Sewdas Ranu, van der Beek Allard J, Boot Cecile R L, D'Angelo Stefania, Syddall Holly E, Palmer Keith T, Walker-Bone Karen
Department of Public and Occupational Health, Amsterdam Public Health Research Institute, Amsterdam UMC, VU University Amsterdam, Amsterdam, The Netherlands.
MRC Lifecourse Epidemiology Unit, University of Southampton, Southampton, Hampshire, The United Kingdom.
BMJ Open. 2019 Jul 11;9(7):e026423. doi: 10.1136/bmjopen-2018-026423.
The aims of the present study were to assess the association and interactions of physical workload and poor health with health-related job loss (HRJL) among older workers, and the association and interactions of occupational social class and poor health with HRJL.
Data were used from an existing prospective cohort study, Health and Employment after Fifty, where employed or self-employed workers aged 50-64 years (n=4909) were followed-up between 2014 and 2016. Associations between potential determinants (self-perceived health status, physical workload and occupational social class) and 2-year HRJL were examined by Cox regression analyses. To study whether physical workload or occupational social class moderates the influence of poor health on HRJL, additive and multiplicative interactions were calculated.
Older workers with poor self-perceived health status had increased risk of HRJL during the 2-year follow-up period (men: HR 2.57 (95%CI: 1.68 to 3.92); women: HR 3.26 (95%CI: 2.33 to 4.55)). Furthermore, men with high physical workload were at increased risk for HRJL (HR 1.63 (95%CI: 1.09 to 2.43)). No significant interactions (p<0.05) were identified between poor health and high physical workload, nor between poor health and lower occupational social class.

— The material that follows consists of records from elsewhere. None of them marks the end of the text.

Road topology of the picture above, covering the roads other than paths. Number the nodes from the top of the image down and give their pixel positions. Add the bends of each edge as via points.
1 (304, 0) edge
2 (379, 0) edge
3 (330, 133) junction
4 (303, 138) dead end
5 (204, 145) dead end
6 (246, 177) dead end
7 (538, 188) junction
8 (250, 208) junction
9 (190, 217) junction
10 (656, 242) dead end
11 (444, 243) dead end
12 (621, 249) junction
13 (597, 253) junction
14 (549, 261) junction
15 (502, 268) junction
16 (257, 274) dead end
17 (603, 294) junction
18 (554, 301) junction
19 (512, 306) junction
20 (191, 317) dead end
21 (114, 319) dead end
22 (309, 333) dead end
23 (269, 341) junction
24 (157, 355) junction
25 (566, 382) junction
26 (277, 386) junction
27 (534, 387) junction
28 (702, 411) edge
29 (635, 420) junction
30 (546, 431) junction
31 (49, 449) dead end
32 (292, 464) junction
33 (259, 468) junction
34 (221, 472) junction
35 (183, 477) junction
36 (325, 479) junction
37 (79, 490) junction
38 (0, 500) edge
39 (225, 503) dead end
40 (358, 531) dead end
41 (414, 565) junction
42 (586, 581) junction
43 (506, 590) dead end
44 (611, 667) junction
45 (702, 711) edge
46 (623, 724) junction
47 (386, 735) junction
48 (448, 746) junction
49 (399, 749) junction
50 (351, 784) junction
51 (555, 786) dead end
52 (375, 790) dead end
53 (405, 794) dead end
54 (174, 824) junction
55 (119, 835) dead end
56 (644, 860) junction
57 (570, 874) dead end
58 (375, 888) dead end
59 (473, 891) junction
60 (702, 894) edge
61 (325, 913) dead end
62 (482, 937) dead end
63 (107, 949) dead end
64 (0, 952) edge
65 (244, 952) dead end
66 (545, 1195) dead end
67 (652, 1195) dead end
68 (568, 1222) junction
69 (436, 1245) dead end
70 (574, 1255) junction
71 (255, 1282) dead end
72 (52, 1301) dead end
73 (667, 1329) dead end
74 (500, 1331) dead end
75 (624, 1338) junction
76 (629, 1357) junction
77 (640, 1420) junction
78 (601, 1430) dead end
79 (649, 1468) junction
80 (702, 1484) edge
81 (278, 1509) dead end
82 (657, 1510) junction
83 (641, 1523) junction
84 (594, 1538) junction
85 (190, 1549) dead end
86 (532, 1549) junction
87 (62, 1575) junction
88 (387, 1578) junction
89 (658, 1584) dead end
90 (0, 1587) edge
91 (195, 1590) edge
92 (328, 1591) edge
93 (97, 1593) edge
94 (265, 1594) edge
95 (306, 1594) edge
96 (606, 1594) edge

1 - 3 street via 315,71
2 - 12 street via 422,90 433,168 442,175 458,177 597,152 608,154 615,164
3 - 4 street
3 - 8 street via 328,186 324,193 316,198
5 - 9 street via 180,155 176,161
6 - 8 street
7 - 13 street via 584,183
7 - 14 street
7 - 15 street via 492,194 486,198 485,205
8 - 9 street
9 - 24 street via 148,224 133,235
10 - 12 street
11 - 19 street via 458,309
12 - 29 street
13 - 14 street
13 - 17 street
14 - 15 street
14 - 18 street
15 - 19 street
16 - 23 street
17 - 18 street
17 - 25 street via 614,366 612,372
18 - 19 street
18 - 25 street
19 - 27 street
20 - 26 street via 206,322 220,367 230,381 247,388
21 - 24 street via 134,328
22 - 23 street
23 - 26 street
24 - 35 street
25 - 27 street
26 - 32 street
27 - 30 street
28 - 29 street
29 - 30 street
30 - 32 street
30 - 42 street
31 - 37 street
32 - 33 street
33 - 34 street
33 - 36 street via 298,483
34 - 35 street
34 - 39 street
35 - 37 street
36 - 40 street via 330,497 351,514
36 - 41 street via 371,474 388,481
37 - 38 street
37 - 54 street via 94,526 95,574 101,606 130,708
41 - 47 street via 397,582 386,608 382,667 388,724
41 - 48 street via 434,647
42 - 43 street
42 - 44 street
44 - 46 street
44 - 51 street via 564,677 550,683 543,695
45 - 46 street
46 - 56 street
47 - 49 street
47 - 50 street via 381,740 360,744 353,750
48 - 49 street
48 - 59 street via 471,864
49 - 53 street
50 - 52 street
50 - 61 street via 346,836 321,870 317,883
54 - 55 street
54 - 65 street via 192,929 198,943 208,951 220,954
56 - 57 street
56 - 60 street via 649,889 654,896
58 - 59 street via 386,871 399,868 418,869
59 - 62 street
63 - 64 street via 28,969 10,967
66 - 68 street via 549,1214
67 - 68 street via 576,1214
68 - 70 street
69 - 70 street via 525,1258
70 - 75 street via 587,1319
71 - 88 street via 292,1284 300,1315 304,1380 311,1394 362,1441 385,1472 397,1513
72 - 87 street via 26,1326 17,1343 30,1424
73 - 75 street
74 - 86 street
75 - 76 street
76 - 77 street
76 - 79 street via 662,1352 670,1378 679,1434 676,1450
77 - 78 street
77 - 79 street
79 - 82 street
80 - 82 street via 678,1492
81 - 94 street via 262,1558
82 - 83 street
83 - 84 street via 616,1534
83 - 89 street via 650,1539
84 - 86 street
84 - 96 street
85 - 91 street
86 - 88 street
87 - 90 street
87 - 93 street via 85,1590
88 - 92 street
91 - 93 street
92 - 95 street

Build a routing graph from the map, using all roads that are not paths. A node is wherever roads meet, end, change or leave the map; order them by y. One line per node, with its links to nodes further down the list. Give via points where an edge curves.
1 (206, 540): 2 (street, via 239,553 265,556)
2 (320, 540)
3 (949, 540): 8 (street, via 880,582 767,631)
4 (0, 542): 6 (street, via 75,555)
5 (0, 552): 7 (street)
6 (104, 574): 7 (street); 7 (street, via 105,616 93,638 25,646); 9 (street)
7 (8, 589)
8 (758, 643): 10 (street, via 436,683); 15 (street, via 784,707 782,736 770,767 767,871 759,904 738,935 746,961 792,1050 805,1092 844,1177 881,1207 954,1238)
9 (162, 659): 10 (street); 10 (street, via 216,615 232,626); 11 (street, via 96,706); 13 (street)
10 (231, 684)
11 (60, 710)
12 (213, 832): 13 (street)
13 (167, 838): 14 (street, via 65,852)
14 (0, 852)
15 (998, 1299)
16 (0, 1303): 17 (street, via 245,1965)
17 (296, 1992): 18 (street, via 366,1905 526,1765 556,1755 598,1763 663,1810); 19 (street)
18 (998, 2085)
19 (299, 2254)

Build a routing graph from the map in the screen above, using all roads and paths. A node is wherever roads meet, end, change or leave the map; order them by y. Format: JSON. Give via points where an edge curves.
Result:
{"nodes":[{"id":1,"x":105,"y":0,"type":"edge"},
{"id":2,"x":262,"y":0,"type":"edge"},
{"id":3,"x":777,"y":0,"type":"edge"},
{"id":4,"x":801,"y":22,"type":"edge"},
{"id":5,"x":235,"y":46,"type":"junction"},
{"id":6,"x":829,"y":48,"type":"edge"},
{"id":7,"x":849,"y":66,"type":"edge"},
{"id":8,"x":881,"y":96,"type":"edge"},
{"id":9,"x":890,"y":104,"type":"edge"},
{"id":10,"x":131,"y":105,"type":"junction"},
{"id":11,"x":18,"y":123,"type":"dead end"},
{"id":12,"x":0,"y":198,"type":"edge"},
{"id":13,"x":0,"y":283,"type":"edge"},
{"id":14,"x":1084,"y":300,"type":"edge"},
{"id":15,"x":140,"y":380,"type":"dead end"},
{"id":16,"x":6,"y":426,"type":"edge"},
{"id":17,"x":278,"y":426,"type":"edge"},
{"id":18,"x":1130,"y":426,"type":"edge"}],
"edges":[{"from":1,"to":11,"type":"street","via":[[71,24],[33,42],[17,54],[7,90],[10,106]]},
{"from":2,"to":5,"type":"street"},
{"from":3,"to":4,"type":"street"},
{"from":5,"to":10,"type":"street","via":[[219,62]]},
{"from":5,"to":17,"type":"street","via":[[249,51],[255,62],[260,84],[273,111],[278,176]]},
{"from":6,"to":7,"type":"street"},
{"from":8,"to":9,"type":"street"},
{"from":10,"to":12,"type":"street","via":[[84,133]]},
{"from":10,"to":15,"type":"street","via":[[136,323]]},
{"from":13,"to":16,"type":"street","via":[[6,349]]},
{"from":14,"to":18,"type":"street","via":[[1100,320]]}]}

Our study indicates that older workers in poor health, and older workers with a physically demanding job, are at increased risk of HRJL. Having a physically demanding job or working in routine/manual occupations does not moderate the association between poor health and HRJL.
本研究旨在评估老年工人身体工作量、健康状况不佳与健康相关失业(HRJL)之间的关联及相互作用,以及职业社会阶层、健康状况不佳与HRJL之间的关联及相互作用。
数据来自一项现有的前瞻性队列研究“五十岁后的健康与就业”,该研究对2014年至2016年间年龄在50 - 64岁的受雇或自营职业工人(n = 4909)进行了随访。通过Cox回归分析研究潜在决定因素(自我感知健康状况、身体工作量和职业社会阶层)与两年HRJL之间的关联。为了研究身体工作量或职业社会阶层是否会调节健康状况不佳对HRJL的影响,计算了相加和相乘相互作用。
自我感知健康状况不佳的老年工人在两年随访期间HRJL风险增加(男性:风险比2.57(95%置信区间:1.68至3.92);女性:风险比3.26(95%置信区间:2.33至4.55))。此外,身体工作量大的男性HRJL风险增加(风险比1.63(95%置信区间:1.09至2.43))。未发现健康状况不佳与高身体工作量之间、健康状况不佳与较低职业社会阶层之间存在显著相互作用(p < 0.05)。
我们的研究表明,健康状况不佳的老年工人以及从事体力要求高的工作的老年工人,HRJL风险增加。从事体力要求高的工作或从事常规/体力职业并不会调节健康状况不佳与HRJL之间的关联。